The link there was to the Great Barrington Declaration, a controversial October 2020 open letter by Bhattacharya and two other professors arguing that only those people most vulnerable to the virus should continue to lock down and distance, while everyone else should “resume life as normal,” which would result in them getting the virus and, hopefully, “herd immunity” in the population. Shortly afterward, 80 other public health experts responded with their own letter calling their herd immunity theory “a dangerous fallacy unsupported by scientific evidence.”

When the Covid-19 pandemic broke out, Twitter again grappled with the topic of “misinformation.” As with Trump (and with hate speech), Twitter executives likely believed lives could well hinge on their decisions. So by May 2020, the company announced it would remove or label tweets that “directly pose a risk to someone’s health or well-being,” such as encouragements that people disregard social distancing guidelines.

But the company essentially defined “misinformation” as whatever went against the public health establishment’s current conventional wisdom. And as time passed, Covid quickly became another issue where conservatives and some journalists came to deeply distrust that establishment, viewing it as making mistakes and giving politically slanted guidance.

The situation took another turn when President Biden took office. By the summer of 2021, his administration was trying to encourage widespread vaccine adoption in the hope the pandemic could be ended entirely. (The omicron variant, which sufficiently evaded vaccines to end that hope, was not yet circulating.) Toward that end, administration officials publicly demanded social companies do more to fight misinformation, and poured private pressure on the companies to delete certain specific accounts.

One of those accounts belonged to commentator Alex Berenson, who “has mischaracterized just about every detail regarding the vaccines to make the dubious case that most people would be better off avoiding them,” according to the Atlantic’s Derek Thompson. After Berenson was eventually banned, he sued and obtained records showing the White House had specifically asked Twitter why he hadn’t been kicked off the platform yet. Another lawsuit against the administration, from Republican state attorneys general and other people who believed their speech was suppressed (including Bhattacharya), is also pending.

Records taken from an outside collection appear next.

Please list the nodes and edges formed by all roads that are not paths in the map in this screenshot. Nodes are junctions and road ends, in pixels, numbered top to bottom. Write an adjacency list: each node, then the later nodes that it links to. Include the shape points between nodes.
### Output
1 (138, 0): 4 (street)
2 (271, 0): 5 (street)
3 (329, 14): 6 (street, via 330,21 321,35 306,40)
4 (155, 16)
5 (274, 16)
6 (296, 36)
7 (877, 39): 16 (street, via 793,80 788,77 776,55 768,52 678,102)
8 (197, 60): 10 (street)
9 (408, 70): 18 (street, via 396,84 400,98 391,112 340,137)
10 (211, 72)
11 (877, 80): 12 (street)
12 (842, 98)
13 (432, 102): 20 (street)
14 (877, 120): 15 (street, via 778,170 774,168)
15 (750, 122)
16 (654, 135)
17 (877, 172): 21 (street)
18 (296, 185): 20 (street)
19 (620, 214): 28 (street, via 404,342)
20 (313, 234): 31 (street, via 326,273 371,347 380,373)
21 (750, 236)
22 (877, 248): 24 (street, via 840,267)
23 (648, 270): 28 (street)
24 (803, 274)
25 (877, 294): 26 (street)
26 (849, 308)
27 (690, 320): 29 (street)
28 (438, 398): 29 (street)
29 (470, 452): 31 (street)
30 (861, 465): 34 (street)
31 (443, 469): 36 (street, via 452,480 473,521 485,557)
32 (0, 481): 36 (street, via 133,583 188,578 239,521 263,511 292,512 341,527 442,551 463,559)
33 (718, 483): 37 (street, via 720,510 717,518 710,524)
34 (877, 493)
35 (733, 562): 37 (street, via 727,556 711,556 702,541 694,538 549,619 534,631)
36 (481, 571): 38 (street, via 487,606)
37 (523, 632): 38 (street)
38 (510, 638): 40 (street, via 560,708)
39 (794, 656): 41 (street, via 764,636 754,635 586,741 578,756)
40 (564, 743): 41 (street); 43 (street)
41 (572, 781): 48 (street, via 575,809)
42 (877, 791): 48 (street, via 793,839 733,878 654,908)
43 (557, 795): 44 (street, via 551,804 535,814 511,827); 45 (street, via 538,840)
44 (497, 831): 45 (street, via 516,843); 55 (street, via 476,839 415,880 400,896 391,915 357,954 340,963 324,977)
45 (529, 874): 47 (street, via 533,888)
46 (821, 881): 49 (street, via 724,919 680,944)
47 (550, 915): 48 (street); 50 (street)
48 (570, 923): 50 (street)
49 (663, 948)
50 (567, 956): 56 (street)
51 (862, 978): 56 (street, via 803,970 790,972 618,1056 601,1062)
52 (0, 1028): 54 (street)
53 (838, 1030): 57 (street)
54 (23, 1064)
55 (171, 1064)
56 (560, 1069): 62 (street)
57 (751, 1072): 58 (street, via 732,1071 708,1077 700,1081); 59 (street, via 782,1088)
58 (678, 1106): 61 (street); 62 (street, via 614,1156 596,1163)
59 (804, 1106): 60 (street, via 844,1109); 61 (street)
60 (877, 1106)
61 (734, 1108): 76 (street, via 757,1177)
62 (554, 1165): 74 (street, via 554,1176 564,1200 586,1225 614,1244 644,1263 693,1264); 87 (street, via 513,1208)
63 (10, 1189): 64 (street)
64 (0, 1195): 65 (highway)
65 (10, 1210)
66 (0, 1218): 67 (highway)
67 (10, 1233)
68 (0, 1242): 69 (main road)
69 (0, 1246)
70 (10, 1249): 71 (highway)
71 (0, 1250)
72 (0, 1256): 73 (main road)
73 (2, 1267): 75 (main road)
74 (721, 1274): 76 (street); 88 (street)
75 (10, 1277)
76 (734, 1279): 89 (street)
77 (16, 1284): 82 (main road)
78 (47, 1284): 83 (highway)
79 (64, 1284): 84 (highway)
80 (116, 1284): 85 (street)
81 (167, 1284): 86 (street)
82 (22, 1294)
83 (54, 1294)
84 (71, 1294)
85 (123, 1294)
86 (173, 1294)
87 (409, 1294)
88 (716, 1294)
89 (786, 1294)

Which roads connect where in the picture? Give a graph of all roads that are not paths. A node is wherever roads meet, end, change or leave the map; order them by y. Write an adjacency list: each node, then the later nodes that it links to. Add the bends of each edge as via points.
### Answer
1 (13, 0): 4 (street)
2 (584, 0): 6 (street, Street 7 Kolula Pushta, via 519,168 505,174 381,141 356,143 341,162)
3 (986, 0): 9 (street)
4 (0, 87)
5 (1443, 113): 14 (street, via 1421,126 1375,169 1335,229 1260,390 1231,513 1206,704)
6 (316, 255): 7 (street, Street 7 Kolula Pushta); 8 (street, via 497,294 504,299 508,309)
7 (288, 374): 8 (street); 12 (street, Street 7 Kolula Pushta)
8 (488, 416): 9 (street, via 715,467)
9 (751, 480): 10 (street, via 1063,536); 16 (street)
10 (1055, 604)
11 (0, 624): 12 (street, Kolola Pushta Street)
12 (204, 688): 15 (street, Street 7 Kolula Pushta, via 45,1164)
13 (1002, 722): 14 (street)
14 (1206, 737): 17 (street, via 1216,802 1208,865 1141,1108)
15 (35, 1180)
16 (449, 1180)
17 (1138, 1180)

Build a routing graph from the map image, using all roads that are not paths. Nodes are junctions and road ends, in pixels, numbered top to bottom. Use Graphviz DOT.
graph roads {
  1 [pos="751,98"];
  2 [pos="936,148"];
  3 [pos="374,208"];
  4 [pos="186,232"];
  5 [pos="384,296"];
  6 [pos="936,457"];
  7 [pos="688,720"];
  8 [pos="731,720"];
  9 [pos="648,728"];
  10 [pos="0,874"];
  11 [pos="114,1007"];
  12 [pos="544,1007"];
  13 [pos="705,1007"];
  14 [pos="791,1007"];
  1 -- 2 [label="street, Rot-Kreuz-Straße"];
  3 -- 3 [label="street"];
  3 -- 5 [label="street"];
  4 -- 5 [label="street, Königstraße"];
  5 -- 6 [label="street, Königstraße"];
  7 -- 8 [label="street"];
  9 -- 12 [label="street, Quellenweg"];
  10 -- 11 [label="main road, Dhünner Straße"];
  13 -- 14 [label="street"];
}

All that is to say that there is a thorny question here about whether the government should be trying to get individual people who have violated no laws banned from social media. And from the standpoint of 2022, when the US has adopted a return-to-normal policy without universal vaccination or the virus being suppressed, and when there’s increased attention on whether school lockdowns harmed children, some reflection may be called for about what constitutes misinformation and what constitutes opinions people may have about policy in a free society.